Production I.G. was one of the local anime studios, along with Madhouse and Studio 4'C, that collaborated on the "Batman: Gotham Knight" animated tie-ins from this summer's "The Dark Knight."

"It seems de rigeuer now for Hollywood blockbusters to outfit their franchises with anime spinoffs," says Michael Arias, the first foreigner to helm a major Japanese anime ("Tekkonkinkreet") and producer on 2003's "Matrix" spinoff "The Animatrix." "But, without the kind of openness and communication that made 'The Animatrix' interesting, I think we'll just be seeing more projects like 'Gotham Knight' -- beautifully executed but, in the end, fairly unimaginative given the superb pedigrees of their creators."

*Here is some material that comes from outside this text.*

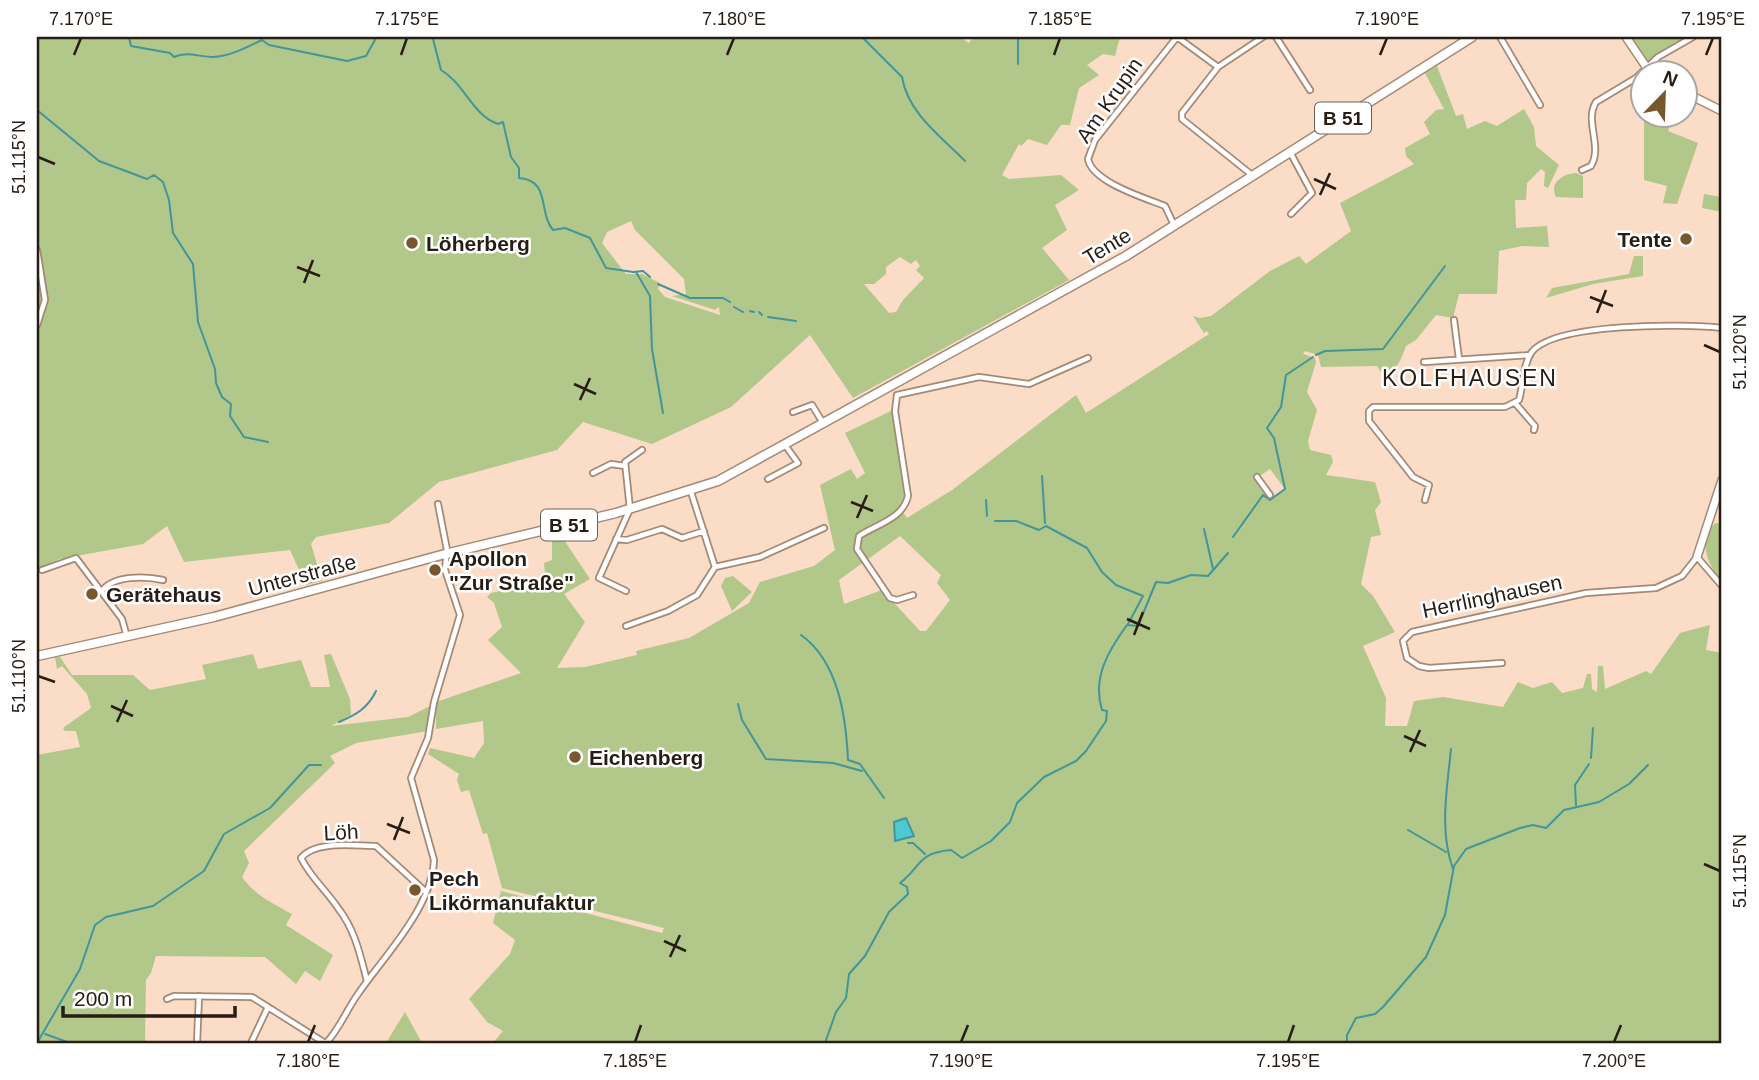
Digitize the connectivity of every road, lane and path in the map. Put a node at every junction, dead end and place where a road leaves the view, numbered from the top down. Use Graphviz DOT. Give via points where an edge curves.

Arias sees a Catch-22 for anime artists in Japan: Work with Hollywood and lose creative control or work with lower domestic budgets.

"'You'll have complete creative freedom, but we'll pay you peanuts' is an unspoken rule of thumb of animation producers here," he says.

-- By Gavin Blair


KOREA: Vibrant Korean animation sector is well represented at PIFF

Korean animated features are seeing new activity in 2008, with a number of films completed, and one, "YIPSAK -- A Chicken Wild," to be showcased at the Pusan International Film Festival's project market, making it the first animated feature film to participate in the event.

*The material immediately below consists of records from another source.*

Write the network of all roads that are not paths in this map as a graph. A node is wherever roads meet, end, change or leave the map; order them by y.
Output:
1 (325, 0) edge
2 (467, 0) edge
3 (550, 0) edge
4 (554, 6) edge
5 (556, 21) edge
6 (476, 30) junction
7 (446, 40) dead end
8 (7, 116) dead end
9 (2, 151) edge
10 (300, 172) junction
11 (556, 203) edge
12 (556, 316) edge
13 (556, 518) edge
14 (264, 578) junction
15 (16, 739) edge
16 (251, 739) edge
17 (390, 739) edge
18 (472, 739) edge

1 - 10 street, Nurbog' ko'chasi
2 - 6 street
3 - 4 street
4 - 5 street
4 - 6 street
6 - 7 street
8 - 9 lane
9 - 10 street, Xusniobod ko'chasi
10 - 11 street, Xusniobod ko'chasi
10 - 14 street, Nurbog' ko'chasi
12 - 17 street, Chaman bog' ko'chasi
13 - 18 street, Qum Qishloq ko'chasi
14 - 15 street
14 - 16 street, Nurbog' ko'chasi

Helmed by Oh Sung-yoon with Shim Jae-myung ("Forever the Moment"), with MK Pictures producing, the film is based on a Korean children's tale and follows the adventures of a hen who, tired of laying eggs, escapes the farmyard to go experience life lessons.

Also screening at PIFF is Min Kyung-jo's "Audition," which is having its world premiere in the Ani-Asia! section. The rock-n-roll driven film, which began production in 1999, is based on Cheon Gye-Young's best-selling comic about a young man's efforts to dig up talented old friends and put together Korea's "greatest band" in the hope of inheriting his father's music empire.

June marked a new technological step in South Korean animation with the release of "Life is Cool" by helmer Choe Equan ("Voice"). The adult-oriented romantic comedy utilizes rotoscoping -- a technique made popular by Richard Linklater's "Waking Life" -- in which live-action film is traced by animators frame by frame. The story revolves around three close male friends who fall for the same woman.

Screening at last year's PIFF, the omnibus feature "If You Were Me: Anima Vision 2" received its local release in April. Produced by the National Human Rights Commission of Korea, the film comprises six animated shorts on issues ranging from the fate of migrant women in international marriages to pressures on Korean males to make it big in an ultra-competitive society.